Install the package via pip:
pip install brightdata-sdk

Configuration

You must provide your API token. You can find it in your Bright Data Control Panel. Option 1: Environment variable (recommended)
export BRIGHTDATA_API_TOKEN="your_api_token_here"
Option 2: Direct initialization
from brightdata import SyncBrightDataClient

client = SyncBrightDataClient(token="your_api_token_here")

Basic usage

Use SyncBrightDataClient for simple scripts.
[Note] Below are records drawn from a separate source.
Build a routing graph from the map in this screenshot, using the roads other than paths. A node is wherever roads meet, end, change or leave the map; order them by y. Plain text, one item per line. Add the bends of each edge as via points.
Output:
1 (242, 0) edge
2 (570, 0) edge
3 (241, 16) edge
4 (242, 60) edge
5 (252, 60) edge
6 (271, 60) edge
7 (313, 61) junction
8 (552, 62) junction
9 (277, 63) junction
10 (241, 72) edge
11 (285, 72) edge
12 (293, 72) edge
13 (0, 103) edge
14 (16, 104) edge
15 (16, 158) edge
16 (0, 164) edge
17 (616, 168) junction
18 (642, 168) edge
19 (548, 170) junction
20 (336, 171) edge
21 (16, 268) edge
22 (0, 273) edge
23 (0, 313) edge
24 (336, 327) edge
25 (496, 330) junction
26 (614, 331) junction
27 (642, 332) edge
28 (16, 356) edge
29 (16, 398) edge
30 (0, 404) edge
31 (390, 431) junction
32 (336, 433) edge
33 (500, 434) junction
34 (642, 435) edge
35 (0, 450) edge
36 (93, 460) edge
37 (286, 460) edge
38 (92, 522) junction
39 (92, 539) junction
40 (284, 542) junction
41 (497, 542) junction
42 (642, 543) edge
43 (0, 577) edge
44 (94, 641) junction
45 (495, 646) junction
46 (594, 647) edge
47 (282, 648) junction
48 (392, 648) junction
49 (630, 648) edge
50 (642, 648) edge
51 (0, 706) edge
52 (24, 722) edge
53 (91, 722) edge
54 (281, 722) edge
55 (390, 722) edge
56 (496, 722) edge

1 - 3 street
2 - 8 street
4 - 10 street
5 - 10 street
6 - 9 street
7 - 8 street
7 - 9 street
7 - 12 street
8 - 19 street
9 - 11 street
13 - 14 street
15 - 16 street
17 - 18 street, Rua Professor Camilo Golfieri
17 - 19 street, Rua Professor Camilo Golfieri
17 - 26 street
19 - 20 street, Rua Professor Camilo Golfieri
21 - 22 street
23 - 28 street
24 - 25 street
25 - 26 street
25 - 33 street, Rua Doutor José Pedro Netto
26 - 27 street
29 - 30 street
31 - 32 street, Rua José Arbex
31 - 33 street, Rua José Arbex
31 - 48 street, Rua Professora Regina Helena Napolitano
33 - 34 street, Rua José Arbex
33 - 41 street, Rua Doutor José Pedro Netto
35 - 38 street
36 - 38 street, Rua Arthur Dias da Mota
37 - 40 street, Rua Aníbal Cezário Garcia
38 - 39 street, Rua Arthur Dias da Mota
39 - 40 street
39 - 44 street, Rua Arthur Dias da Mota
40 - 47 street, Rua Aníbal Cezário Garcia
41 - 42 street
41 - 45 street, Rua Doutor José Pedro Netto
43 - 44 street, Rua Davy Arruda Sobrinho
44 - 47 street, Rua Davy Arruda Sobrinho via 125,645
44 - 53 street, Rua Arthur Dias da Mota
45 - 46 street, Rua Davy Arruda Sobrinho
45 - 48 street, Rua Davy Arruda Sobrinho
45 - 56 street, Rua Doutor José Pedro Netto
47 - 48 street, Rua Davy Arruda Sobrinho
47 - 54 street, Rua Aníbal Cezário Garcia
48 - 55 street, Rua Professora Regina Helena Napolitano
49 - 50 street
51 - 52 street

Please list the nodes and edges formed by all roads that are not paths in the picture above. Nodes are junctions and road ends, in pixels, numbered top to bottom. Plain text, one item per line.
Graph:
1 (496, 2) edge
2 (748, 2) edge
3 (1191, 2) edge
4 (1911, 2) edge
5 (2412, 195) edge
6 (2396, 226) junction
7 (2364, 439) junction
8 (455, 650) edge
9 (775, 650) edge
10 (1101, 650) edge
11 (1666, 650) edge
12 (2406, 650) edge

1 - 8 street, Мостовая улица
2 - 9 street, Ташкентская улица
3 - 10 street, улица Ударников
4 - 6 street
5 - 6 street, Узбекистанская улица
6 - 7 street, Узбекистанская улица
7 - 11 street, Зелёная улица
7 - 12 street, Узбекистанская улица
Use BrightDataClient with asyncio for high-concurrency workloads.
from brightdata import SyncBrightDataClient

with SyncBrightDataClient() as client:
    # Scrape a URL
    data = client.scrape_url("https://example.com")
    print(f"Result: {data.data}")

    # Search Google
    search = client.search.google(query="Bright Data")
    print(f"Found: {len(search.data)}")

Launch scrapes and web searches

Try these examples to use Bright Data’s SDK functions from your IDE
from brightdata import BrightDataClient

client = BrightDataClient()

# Google search
results = client.search.google(
    query="best shoes of 2025",
    location="United States",
    language="en",
    num_results=20
)

# Bing search
results = client.search.bing(
    query="python tutorial",
    location="United States"
)

# Yandex search
results = client.search.yandex(
    query="latest news",
    location="Germany"
)

if results.success:
    print(f"Cost: ${results.cost:.4f}")
    print(f"Time: {results.elapsed_ms():.2f}ms")
When working with multiple queries or URLs, requests are handled concurrently for optimal performance.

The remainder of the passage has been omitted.